Recall that screening tests are intended to be cheap: easy to apply without imposing pain or cost or effort. Certainly, the NHT is cheap and easy. It doesn’t require any creativity or knowledge of the setting. The Null hypothesis is easy to state (“nothing is going on”) and the raw test result—the p-value—is easy to compute, for example by using a computer to shuffle the order of an explanatory variable or reading the result from a regression summary. The threshold for turning the raw test result into a \(\mathbb{P}\) test output is also stated very simply in NHT: \(p < 0.05\).

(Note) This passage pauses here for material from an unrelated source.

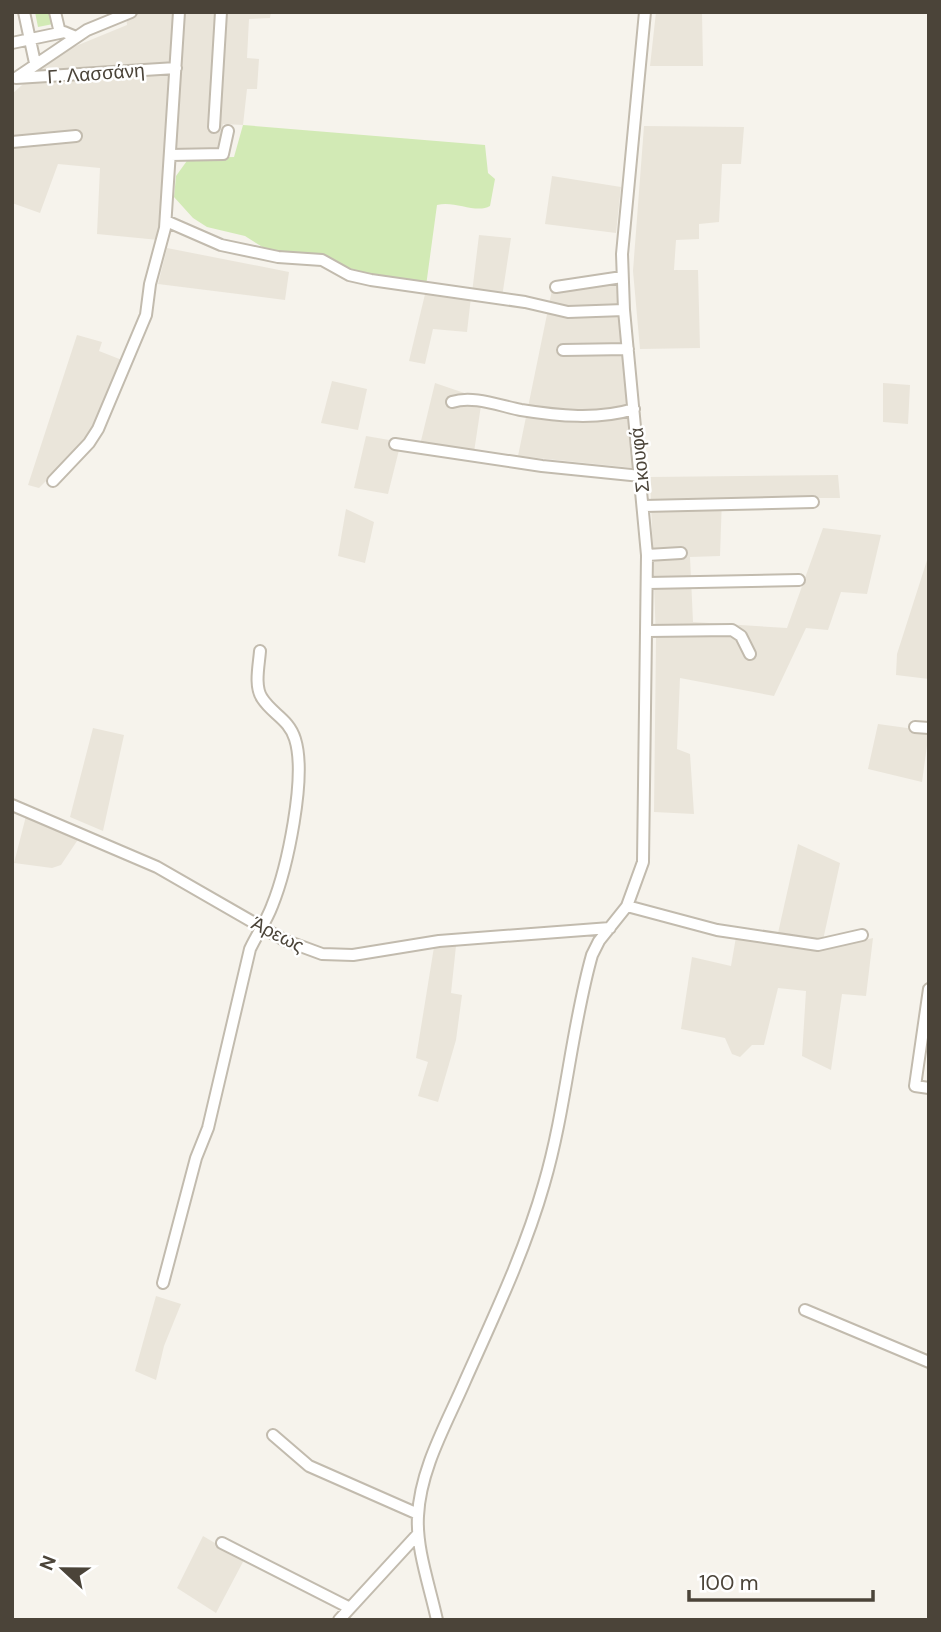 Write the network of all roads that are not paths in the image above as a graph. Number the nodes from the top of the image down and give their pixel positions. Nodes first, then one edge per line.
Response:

In order to calculate the false-negative rate, we need two pieces of information:

The sensitivity of the test. We will frame this as the probability of a \(\mathbb{P}\) result given that the Null is actually true. We know this exactly, since the threshold for rejection is \(p < 0.05\). This puts the sensitivity at 95%.
The prevalence of the condition. This is a tough one. We are interested in, out of all the research projects that a research worker might consider worth undertaking, in how many of them there really is no effect. It is tempting to believe that a skilled researcher knows where to focus her effort: a high prevalence. But anyone who has worked in a laboratory knows different. For example, Thomas Edison said, “Ninety-eight per cent. of genius is hard work. As for genius being inspired, inspiration is in most cases another word for perspiration.” In the following, we will use what seems to us a highly optimistic rate, and set the prevalence at 60%.

Notice that we don’t need to know the specificity of the test in order to calculate the false-negative rate. The specificity would come into play only if we wanted to know what a \(\mathbb{N}\) test has to say about the possibility of the Alternative being true.

To show the theoretically beneficial effect of NHT, let’s imagine a set of 1000 research projects that a worker might undertake.

False-negative rate: Since the prevalence is 60%, 600 of these 1000 research projects wild-goose chases. Of these, 95% will get a correct \(\mathbb{N}\) result, leaving only 5% as false negatives. So, of the 1000 research projects, \(600 \times 0.05 = 30\) will be false negatives, a rate of 3% of the original 1000 research projects.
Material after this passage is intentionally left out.